### Material provided
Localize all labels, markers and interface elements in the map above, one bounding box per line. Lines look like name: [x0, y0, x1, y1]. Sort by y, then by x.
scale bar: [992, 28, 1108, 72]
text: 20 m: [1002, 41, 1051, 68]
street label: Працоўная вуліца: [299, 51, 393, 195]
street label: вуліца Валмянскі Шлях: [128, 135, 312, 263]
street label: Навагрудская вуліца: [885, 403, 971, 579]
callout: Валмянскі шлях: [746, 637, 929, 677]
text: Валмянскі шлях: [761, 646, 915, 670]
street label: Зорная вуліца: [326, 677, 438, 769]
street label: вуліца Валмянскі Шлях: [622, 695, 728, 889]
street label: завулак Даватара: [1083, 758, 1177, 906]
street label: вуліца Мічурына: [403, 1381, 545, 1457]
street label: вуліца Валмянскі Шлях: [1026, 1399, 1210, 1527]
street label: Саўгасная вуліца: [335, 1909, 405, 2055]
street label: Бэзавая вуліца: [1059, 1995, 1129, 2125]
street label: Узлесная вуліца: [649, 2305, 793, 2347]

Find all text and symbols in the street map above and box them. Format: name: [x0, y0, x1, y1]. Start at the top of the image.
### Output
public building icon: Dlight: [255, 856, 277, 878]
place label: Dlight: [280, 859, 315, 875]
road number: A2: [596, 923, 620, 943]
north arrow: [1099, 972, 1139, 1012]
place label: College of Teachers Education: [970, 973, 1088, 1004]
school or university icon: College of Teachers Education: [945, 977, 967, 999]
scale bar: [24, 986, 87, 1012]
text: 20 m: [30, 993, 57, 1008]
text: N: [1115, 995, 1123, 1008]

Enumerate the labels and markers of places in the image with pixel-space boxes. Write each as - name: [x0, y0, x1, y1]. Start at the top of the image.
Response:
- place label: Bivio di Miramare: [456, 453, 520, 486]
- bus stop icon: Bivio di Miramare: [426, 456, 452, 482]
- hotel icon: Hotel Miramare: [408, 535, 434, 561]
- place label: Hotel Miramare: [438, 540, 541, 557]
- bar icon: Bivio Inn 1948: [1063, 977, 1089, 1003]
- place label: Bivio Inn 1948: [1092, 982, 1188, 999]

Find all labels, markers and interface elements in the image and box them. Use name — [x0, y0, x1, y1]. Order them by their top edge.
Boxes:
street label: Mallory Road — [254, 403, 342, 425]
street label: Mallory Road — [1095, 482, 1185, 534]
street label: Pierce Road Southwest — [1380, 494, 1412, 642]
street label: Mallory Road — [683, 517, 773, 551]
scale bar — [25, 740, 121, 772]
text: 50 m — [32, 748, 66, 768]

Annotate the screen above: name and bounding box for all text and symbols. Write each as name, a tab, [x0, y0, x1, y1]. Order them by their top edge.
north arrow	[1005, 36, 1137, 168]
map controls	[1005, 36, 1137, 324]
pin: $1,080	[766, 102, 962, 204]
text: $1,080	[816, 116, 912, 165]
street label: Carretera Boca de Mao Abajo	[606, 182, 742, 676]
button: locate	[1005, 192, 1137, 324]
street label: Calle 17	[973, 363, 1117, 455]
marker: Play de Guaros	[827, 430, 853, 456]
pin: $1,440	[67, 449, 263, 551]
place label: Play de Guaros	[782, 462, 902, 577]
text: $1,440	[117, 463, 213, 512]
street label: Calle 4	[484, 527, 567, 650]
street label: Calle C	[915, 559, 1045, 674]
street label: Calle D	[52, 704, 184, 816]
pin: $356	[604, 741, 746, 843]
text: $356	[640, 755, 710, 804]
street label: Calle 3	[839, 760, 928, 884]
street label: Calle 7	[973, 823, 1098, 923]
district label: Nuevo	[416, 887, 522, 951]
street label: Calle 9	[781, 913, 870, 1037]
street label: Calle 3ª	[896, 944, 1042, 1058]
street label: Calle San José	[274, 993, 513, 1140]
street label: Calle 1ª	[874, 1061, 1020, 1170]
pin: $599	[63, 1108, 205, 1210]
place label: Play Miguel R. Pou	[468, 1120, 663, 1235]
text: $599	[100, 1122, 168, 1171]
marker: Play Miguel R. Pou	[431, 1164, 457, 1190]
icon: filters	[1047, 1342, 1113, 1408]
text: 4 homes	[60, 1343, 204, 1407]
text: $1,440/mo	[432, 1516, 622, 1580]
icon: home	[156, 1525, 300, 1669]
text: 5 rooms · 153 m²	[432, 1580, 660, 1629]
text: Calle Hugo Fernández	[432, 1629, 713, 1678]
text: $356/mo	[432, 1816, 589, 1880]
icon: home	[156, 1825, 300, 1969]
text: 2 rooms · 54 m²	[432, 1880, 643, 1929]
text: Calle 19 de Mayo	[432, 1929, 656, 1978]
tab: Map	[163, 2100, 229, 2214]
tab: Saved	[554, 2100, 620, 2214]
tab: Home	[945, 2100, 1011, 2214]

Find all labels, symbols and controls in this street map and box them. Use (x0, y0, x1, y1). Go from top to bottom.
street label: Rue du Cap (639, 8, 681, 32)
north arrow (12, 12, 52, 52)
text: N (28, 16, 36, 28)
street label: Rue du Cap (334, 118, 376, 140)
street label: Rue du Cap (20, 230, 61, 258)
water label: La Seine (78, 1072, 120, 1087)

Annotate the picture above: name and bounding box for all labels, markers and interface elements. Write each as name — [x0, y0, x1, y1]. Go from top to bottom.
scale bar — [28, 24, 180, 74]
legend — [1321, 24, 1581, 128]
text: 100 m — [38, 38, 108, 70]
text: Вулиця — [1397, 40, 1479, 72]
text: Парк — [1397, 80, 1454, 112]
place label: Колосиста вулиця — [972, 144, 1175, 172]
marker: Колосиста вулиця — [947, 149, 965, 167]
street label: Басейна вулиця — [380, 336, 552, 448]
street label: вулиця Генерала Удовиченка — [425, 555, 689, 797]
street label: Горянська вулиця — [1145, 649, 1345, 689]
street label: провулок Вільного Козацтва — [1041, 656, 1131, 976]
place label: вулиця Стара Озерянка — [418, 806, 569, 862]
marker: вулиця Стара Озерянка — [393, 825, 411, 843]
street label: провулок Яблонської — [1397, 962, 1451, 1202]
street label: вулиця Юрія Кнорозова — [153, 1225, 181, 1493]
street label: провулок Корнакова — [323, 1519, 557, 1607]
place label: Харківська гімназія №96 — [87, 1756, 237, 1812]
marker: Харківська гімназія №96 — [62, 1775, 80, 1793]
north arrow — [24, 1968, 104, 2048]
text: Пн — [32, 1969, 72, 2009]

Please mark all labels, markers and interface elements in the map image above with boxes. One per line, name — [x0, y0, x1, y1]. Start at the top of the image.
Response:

### Requirement
For each line above that includes the word "with", make a copy of that line.

### Answer to this problem
Enumerate the labels and markers of places in the image with pixel-space boxes. Write each as - name: [x0, y0, x1, y1]. Start at the top of the image.
Please mark all labels, markers and interface elements in the map image above with boxes. One per line, name — [x0, y0, x1, y1]. Start at the top of the image.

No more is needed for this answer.